### EXERCISE DETAILS
Drop the pictures from the entries below, then reproduce the rest exactly.

(Saved entries)
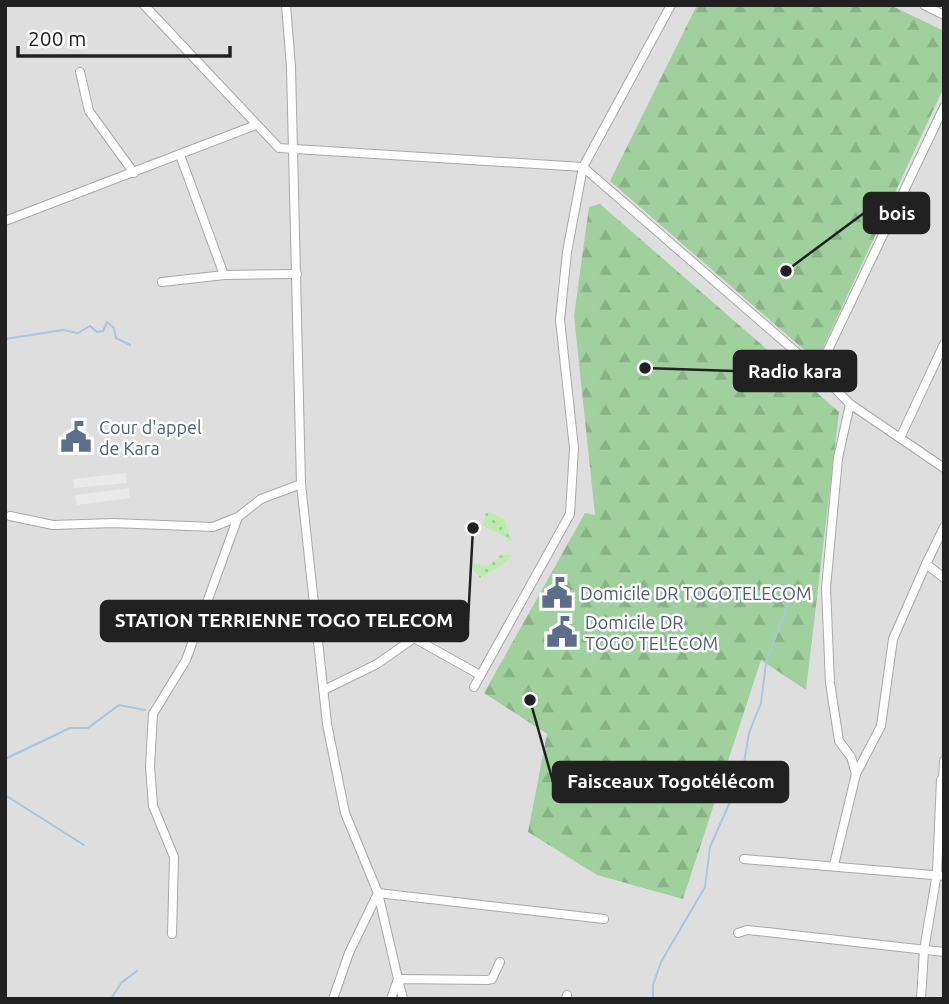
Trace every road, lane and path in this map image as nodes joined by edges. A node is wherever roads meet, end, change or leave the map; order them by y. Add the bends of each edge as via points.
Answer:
1 (144, 5) edge
2 (286, 5) edge
3 (671, 5) edge
4 (924, 5) edge
5 (944, 15) edge
6 (80, 72) dead end
7 (944, 107) edge
8 (256, 125) junction
9 (293, 150) junction
10 (180, 155) junction
11 (583, 167) junction
12 (134, 173) junction
13 (5, 221) edge
14 (297, 274) junction
15 (224, 275) junction
16 (162, 282) dead end
17 (944, 344) edge
18 (818, 371) junction
19 (850, 404) junction
20 (900, 438) junction
21 (944, 468) edge
22 (301, 484) junction
23 (10, 516) dead end
24 (238, 517) junction
25 (944, 527) edge
26 (926, 564) junction
27 (944, 578) edge
28 (480, 675) junction
29 (474, 687) dead end
30 (326, 689) junction
31 (944, 761) edge
32 (856, 774) junction
33 (943, 781) edge
34 (944, 855) edge
35 (744, 859) dead end
36 (834, 865) junction
37 (940, 875) edge
38 (377, 893) junction
39 (604, 919) dead end
40 (738, 933) dead end
41 (172, 934) dead end
42 (924, 950) junction
43 (944, 952) edge
44 (500, 962) dead end
45 (398, 979) junction
46 (333, 999) edge
47 (391, 999) edge
48 (403, 999) edge
49 (920, 999) edge

1 - 8 street
2 - 9 street
3 - 11 street
4 - 5 street
6 - 12 street via 89,111
7 - 18 street
8 - 9 street via 279,148
8 - 10 street
9 - 11 street
9 - 14 street
10 - 12 street
10 - 15 street
11 - 18 street
11 - 28 street via 567,252 561,320 574,448 570,514
12 - 13 street
14 - 15 street
14 - 22 street
15 - 16 street
17 - 20 street
18 - 19 street
19 - 20 street
19 - 32 street via 838,458 826,588 837,730
20 - 21 street
22 - 24 street via 261,499
22 - 30 street
23 - 24 street via 53,525 213,527
24 - 41 street via 186,660 153,714 153,806 174,857
25 - 26 street
26 - 27 street
26 - 32 street via 893,639 881,726
28 - 29 street
28 - 30 street via 414,638 377,664
30 - 38 street via 327,724 345,813
31 - 33 street
32 - 36 street
33 - 37 street
34 - 37 street
35 - 36 street
36 - 37 street
37 - 42 street
38 - 39 street
38 - 45 street
38 - 46 street
40 - 42 street via 757,931
42 - 43 street
42 - 49 street
44 - 45 street via 487,980
45 - 47 street
45 - 48 street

### THE ANSWER
Trace every road, lane and path in this map image as nodes joined by edges. A node is wherever roads meet, end, change or leave the map; order them by y. Add the bends of each edge as via points.
Answer:
1 (144, 5) edge
2 (286, 5) edge
3 (671, 5) edge
4 (924, 5) edge
5 (944, 15) edge
6 (80, 72) dead end
7 (944, 107) edge
8 (256, 125) junction
9 (293, 150) junction
10 (180, 155) junction
11 (583, 167) junction
12 (134, 173) junction
13 (5, 221) edge
14 (297, 274) junction
15 (224, 275) junction
16 (162, 282) dead end
17 (944, 344) edge
18 (818, 371) junction
19 (850, 404) junction
20 (900, 438) junction
21 (944, 468) edge
22 (301, 484) junction
23 (10, 516) dead end
24 (238, 517) junction
25 (944, 527) edge
26 (926, 564) junction
27 (944, 578) edge
28 (480, 675) junction
29 (474, 687) dead end
30 (326, 689) junction
31 (944, 761) edge
32 (856, 774) junction
33 (943, 781) edge
34 (944, 855) edge
35 (744, 859) dead end
36 (834, 865) junction
37 (940, 875) edge
38 (377, 893) junction
39 (604, 919) dead end
40 (738, 933) dead end
41 (172, 934) dead end
42 (924, 950) junction
43 (944, 952) edge
44 (500, 962) dead end
45 (398, 979) junction
46 (333, 999) edge
47 (391, 999) edge
48 (403, 999) edge
49 (920, 999) edge

1 - 8 street
2 - 9 street
3 - 11 street
4 - 5 street
6 - 12 street via 89,111
7 - 18 street
8 - 9 street via 279,148
8 - 10 street
9 - 11 street
9 - 14 street
10 - 12 street
10 - 15 street
11 - 18 street
11 - 28 street via 567,252 561,320 574,448 570,514
12 - 13 street
14 - 15 street
14 - 22 street
15 - 16 street
17 - 20 street
18 - 19 street
19 - 20 street
19 - 32 street via 838,458 826,588 837,730
20 - 21 street
22 - 24 street via 261,499
22 - 30 street
23 - 24 street via 53,525 213,527
24 - 41 street via 186,660 153,714 153,806 174,857
25 - 26 street
26 - 27 street
26 - 32 street via 893,639 881,726
28 - 29 street
28 - 30 street via 414,638 377,664
30 - 38 street via 327,724 345,813
31 - 33 street
32 - 36 street
33 - 37 street
34 - 37 street
35 - 36 street
36 - 37 street
37 - 42 street
38 - 39 street
38 - 45 street
38 - 46 street
40 - 42 street via 757,931
42 - 43 street
42 - 49 street
44 - 45 street via 487,980
45 - 47 street
45 - 48 street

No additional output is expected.